Need some opinions. I am with a very nice, responsible, great man. We've been together about a year and a half, and have just become engaged. We have a "great" relationship on the outside. He does a lot for me, taking care of my car, making sure my kids and I have the things I need, etc. The problem is that we do not spend actual quality time together. We don't have much in common, don't like the same things, and lately its gotten to where we hardly even talk. We don't fight about anything... we just seem complacent. The bad part is that the time apart doesn't seem to bother him. The lack of attention/affection DOES however bother me. I asked him how he feels and he says everything is fine, although I've told him time and again that I am just not happy. I've started thinking about breaking off the relationship and my parents are making a huge deal about it, and making me feel horrible about the whole thing. They say "How can you be unhappy when he does all these things for you"? But isn't there MORE... shouldn't there be more to a relationship than just what you can get out of it? Shouldn't happiness be factored in somewhere in there????

~Rose

iVillage Member
Registered: 08-24-2006
Thu, 08-24-2006 - 9:21pm
happiness is everything in a relationship... not being happy is not healthy for you or your children. do whats best for you and the kids.
iVillage Member
Registered: 03-26-2003
Thu, 08-24-2006 - 10:22pm
Oh my, Desert_Rose, there is nothing more important than happiness in a relationship. Settling for a relationship that gives you the basic necessities but doesn't feed your spirit would make for a very miserable life. And while he may be good to your kids, in the end it wouldn't be a good place for them to be. Living in a home with a mom who's not happy or satisfied with her marriage (even if you put on a happy face it will show, believe me) does not make for a happy childhood and does not give them the example you want them to have when they are looking for their own adult relationships. Sending the message that living an unhappy life is okay or all a woman is worth will not send them looking for what you want them to have. You have to live the example of what you want them to be, and I know that's not it. Obviously, I don't know the full extent of it, but your parents' reaction may be a knee jerk to wanting you to have the kind of security this guy provides as well as the fact that he's a "nice guy". I expect having some time to digest what you told them they'll come to agree that if you aren't happy in the relationship it's not the right place for you to be. I doubt they'd want their child to settle for being less than happy. Even if that's not the case, the bottom line is, you have to live in your life, not them; you make choices for you, not choices that they want you to make.

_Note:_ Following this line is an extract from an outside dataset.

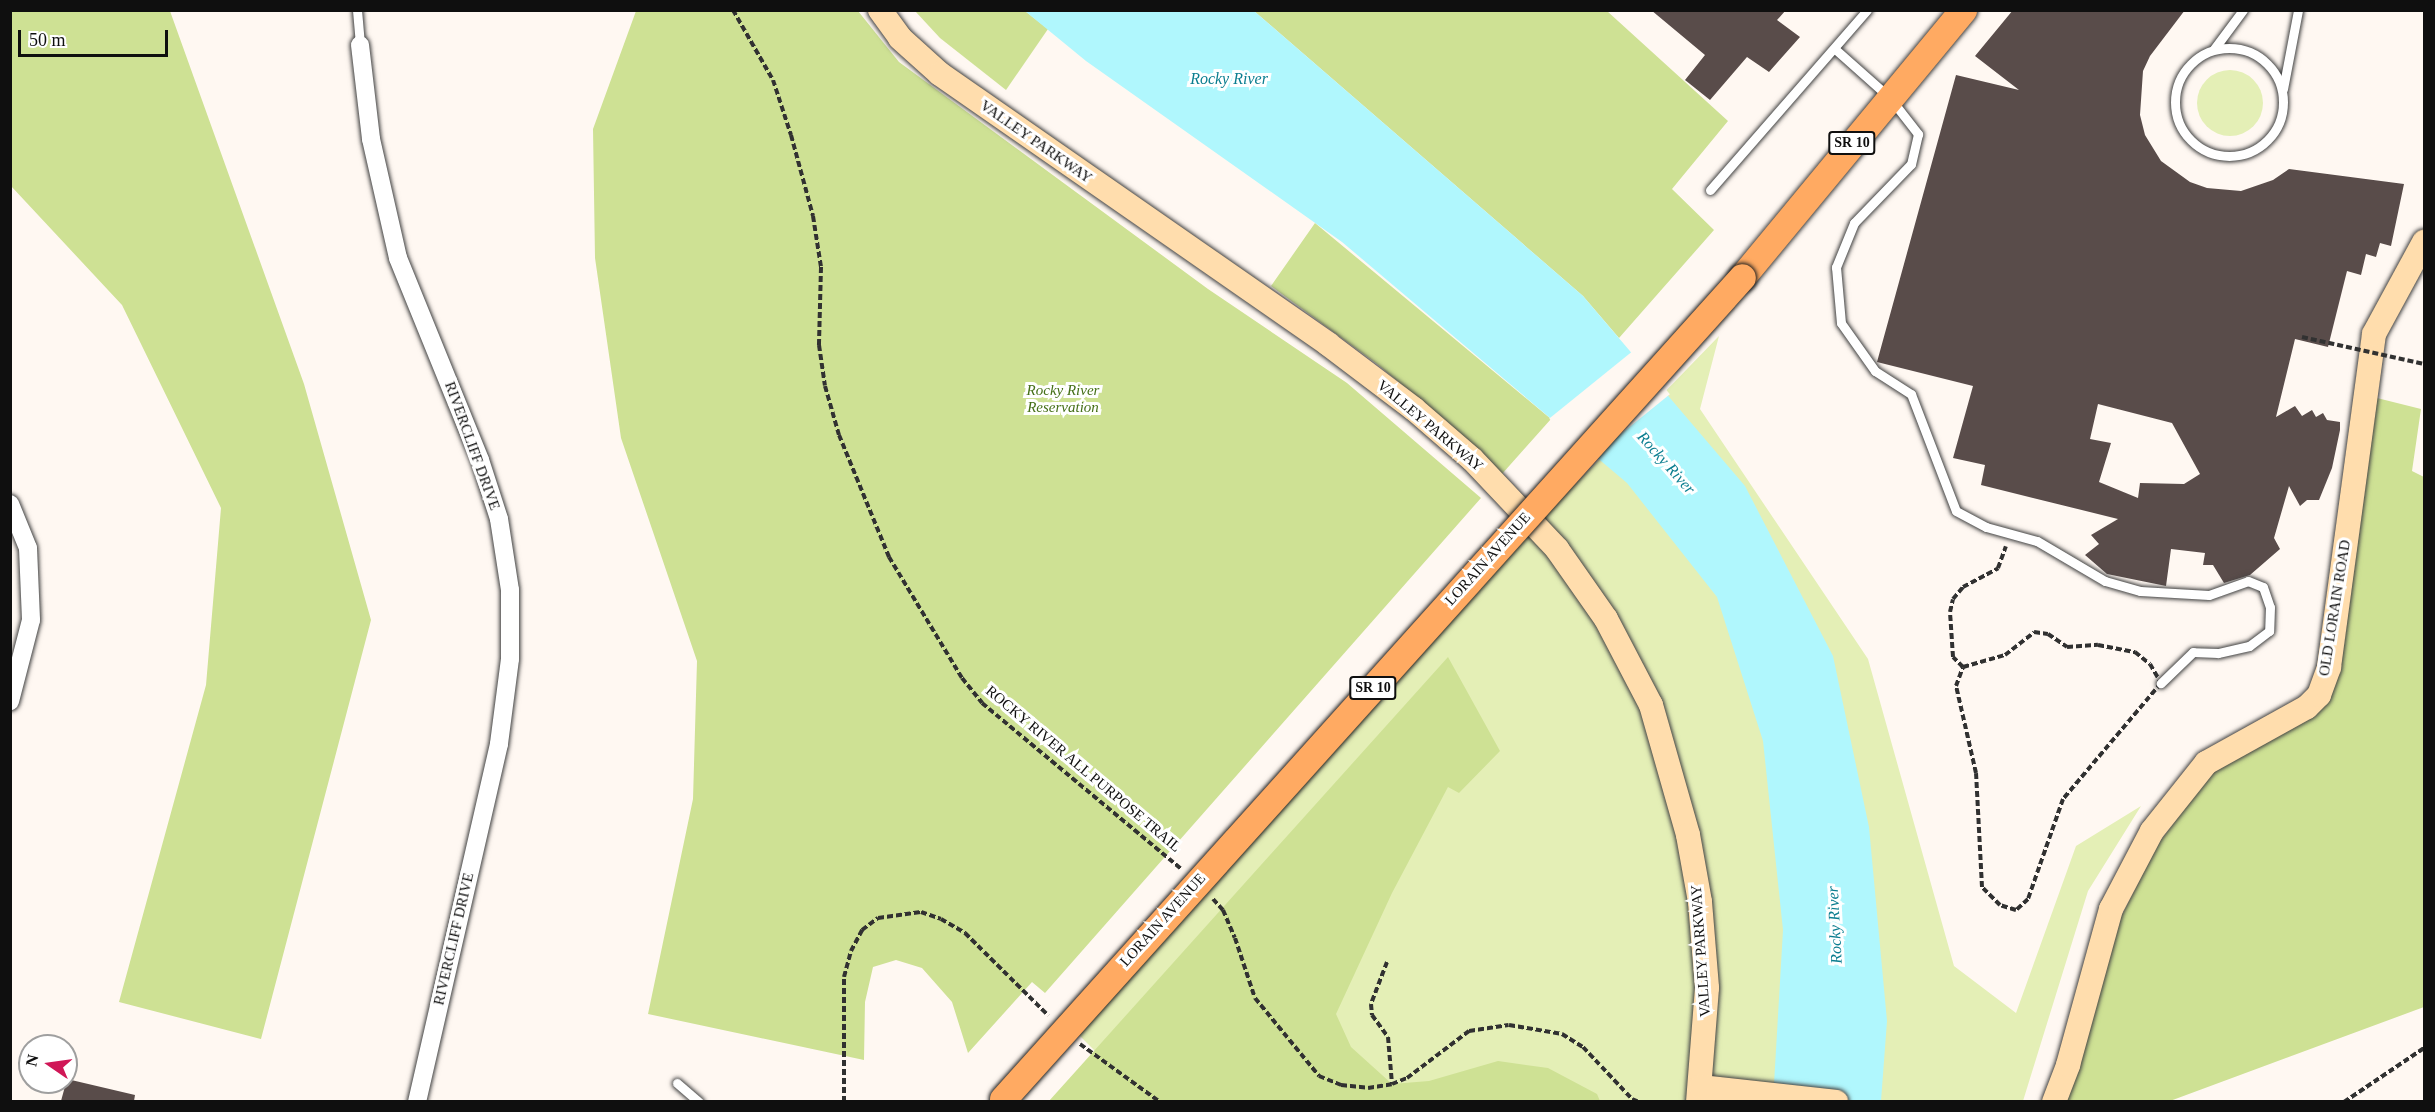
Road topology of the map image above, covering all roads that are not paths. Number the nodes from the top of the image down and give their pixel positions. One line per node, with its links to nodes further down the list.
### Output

How long have you been with this guy? I have to tell you, it sounds very much like a relationship I had several years ago. I had a boyfriend who was great, great with my kids, great to have as a boyfriend; we went out and did things all the time, evenings spent at home were spent interacting, talking, or doing something, it was great. Then, after about a year, it began to change. We didn't go out as much; he rarely wanted to, whereas before he had been the one to suggest where we went. All of our time was spent at home, and not together; evenings consisted of him sitting in front of the TV, no interaction at all. Like you, I told him I wasn't happy. I told him I was concerned that we were losing the great relationship we had, I voiced concern that we needed to take steps to repair it before too much damage had been done. He would make weak efforts for a few days, then back to the TV. Interaction only happened at my instigation, even though I repeatedly told him that I needed to see him make efforts too. I was clear in telling him that the relationship as it was might be enough for him, but that it wasn't enough for me. Eventually, I ended the relationship. He was shocked and wanted "another chance" but I wasn't interested. There had been too many chances already, enough to tell me that another chance would only be a short-lived change before he went back to what had become normal. What I've realized since is that what I'd seen up to that point was the efforts he made in a new relationship; the whole first year was great, then it began to go downhill. It went downhill because as is typical around the one-year mark, the "impress her" stage ends and the "real guy" emerges. What I was seeing was who he really was, what he really preferred to do. Does that sound at all like what happened in your situation?








~ cl-2nd_life

"Experience is what you get
when you don't get what you want."

~ Author unknown








"Ignoring the facts
does not change the facts"
iVillage Member
Registered: 06-25-2006
Fri, 08-25-2006 - 8:10am
Please don't settle. I did that. Now I am in counseling and trying to figure out whether I really should end an 18-year marriage to a "great guy" who did everything for me except feed my spirit, as one poster so eloquently put it. Believe me, it's a lot harder to end it now than it would have been long ago, especially as there are kids involved, but I wasn't strong enough then. Or I didn't realize that there could be more than what I had.
iVillage Member
Registered: 01-07-2004
Fri, 08-25-2006 - 10:07am

Ladies,

Thank you so much for your words of wisdom and support. You have validated what I had been feeling. I feel like I deserve better, and I don't want to settle. With pressure from my parents, I was starting to get that panicked scared feeling that makes you say things like "maybe I was wrong and I wanna give it another try". Thank god I managed to get past that.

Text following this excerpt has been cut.